__THE PROBLEM__.
Could you filter the records below and return each line that holds "screen"?

__SOURCE INFORMATION__.

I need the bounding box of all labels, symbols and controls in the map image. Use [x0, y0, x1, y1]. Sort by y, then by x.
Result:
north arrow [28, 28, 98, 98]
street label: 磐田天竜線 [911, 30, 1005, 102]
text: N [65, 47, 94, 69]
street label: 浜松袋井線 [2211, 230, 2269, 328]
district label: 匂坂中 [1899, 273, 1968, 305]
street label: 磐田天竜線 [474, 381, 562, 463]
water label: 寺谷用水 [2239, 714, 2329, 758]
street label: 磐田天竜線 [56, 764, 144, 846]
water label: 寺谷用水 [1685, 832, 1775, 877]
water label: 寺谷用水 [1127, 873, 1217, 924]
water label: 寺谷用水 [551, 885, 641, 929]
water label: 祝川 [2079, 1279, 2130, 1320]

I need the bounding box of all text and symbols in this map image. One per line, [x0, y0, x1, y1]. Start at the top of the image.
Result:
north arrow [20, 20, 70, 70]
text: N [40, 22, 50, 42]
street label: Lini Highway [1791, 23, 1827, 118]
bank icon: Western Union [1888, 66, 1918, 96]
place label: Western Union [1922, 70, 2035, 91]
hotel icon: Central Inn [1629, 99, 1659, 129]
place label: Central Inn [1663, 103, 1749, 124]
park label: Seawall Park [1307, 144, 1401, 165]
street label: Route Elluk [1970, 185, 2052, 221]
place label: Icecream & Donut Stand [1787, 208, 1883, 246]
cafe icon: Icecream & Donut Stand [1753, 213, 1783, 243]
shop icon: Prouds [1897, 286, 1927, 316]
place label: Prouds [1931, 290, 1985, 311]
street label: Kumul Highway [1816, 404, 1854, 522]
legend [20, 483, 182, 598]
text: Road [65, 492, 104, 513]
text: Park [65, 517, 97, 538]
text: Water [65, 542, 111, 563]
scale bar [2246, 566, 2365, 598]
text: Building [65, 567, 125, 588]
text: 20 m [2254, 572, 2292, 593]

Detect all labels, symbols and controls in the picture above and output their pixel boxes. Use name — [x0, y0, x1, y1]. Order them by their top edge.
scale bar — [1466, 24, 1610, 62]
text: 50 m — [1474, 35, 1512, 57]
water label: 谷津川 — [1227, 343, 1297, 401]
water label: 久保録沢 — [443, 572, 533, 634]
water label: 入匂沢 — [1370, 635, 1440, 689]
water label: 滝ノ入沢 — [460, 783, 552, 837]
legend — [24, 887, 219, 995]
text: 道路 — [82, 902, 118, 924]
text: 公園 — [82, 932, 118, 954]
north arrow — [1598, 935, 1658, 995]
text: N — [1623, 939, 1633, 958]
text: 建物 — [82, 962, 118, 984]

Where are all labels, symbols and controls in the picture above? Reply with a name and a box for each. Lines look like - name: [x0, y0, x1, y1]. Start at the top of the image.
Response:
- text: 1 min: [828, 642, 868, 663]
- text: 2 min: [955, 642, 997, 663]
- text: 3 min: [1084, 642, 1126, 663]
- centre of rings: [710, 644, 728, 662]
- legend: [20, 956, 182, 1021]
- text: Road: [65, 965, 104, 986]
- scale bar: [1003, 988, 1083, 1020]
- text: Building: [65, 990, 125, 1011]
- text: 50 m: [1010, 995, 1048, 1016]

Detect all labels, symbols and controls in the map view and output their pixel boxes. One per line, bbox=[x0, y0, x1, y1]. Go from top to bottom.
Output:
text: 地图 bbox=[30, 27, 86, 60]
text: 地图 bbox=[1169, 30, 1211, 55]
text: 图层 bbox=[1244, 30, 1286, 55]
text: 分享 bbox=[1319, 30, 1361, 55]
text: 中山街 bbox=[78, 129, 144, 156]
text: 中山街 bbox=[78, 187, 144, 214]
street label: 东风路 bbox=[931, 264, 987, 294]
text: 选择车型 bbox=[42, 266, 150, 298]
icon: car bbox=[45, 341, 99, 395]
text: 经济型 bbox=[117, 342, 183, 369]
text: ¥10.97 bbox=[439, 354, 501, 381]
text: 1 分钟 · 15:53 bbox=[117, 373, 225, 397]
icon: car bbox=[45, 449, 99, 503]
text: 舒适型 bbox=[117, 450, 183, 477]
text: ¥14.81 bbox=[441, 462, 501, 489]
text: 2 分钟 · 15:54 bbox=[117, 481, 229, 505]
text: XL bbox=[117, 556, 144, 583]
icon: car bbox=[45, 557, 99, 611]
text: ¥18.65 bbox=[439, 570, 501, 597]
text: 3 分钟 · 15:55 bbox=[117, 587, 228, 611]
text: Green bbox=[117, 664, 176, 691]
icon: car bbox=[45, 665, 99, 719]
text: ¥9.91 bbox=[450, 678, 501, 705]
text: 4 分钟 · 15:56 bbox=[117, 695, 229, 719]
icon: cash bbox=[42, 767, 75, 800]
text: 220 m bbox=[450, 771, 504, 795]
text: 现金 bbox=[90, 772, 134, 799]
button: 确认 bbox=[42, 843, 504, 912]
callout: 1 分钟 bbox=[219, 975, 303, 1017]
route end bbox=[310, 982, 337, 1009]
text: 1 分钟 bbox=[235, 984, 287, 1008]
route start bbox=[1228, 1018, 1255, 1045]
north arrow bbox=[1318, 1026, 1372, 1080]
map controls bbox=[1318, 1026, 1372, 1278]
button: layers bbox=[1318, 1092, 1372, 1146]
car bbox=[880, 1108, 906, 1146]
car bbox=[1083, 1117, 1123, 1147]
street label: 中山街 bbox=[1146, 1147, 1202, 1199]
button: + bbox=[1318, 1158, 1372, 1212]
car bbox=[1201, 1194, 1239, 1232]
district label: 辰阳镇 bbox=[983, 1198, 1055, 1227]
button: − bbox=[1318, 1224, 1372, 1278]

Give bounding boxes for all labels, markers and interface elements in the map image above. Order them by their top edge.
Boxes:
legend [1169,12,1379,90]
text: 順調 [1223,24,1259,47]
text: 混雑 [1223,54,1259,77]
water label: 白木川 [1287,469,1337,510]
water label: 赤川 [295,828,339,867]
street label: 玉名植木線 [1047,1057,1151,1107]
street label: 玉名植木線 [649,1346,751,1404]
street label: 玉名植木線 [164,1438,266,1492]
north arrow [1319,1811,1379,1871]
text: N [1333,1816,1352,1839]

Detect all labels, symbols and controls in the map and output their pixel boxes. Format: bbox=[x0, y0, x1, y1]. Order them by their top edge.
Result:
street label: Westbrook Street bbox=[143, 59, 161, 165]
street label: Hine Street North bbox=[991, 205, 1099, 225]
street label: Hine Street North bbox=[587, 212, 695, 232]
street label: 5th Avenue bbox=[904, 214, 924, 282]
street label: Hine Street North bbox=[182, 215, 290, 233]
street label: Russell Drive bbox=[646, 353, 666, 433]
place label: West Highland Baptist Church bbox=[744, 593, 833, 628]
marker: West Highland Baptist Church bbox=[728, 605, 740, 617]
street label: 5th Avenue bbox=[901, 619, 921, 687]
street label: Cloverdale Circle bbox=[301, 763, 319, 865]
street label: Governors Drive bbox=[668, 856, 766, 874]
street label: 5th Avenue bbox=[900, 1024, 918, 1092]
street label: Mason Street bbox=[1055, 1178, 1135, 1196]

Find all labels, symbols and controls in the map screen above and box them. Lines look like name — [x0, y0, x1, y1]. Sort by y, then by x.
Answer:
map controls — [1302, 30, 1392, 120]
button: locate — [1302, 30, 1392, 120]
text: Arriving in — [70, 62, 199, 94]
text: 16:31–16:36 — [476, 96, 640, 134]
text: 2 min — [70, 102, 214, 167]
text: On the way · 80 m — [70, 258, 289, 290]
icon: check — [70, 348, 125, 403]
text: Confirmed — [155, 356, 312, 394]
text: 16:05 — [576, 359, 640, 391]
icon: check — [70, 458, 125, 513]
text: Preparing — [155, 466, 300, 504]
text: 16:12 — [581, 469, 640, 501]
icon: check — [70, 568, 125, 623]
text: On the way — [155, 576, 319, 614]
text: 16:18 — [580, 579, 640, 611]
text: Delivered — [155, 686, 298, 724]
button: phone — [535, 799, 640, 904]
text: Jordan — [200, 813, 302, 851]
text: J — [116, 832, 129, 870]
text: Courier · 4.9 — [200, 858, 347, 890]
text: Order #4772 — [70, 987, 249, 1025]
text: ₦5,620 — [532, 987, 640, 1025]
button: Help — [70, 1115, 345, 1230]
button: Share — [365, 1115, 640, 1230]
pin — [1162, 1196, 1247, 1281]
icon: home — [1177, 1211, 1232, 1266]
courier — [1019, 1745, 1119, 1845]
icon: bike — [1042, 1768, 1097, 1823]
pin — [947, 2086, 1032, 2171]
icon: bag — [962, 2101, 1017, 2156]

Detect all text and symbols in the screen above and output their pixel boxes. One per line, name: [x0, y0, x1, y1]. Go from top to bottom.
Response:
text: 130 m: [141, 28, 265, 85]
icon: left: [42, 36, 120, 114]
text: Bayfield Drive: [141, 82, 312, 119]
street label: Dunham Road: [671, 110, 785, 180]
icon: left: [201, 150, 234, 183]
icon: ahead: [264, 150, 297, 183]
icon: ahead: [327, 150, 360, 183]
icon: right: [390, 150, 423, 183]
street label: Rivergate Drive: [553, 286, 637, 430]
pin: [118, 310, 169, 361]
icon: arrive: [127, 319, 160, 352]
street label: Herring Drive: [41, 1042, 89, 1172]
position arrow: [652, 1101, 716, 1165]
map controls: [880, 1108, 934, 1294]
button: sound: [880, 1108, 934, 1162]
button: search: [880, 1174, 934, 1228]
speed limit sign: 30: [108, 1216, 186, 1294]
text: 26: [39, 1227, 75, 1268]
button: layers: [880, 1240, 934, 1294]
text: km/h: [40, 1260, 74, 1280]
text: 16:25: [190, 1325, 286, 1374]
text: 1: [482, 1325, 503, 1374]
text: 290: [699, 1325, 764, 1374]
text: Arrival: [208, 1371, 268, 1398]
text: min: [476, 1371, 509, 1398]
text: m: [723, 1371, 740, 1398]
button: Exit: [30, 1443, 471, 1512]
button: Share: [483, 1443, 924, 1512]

__RESULT BELOW__.
Find all labels, symbols and controls in the map screen above and box them. Lines look like name — [x0, y0, x1, y1]. Sort by y, then by x.
Detect all text and symbols in the screen above and output their pixel boxes. One per line, name: [x0, y0, x1, y1]. Go from top to bottom.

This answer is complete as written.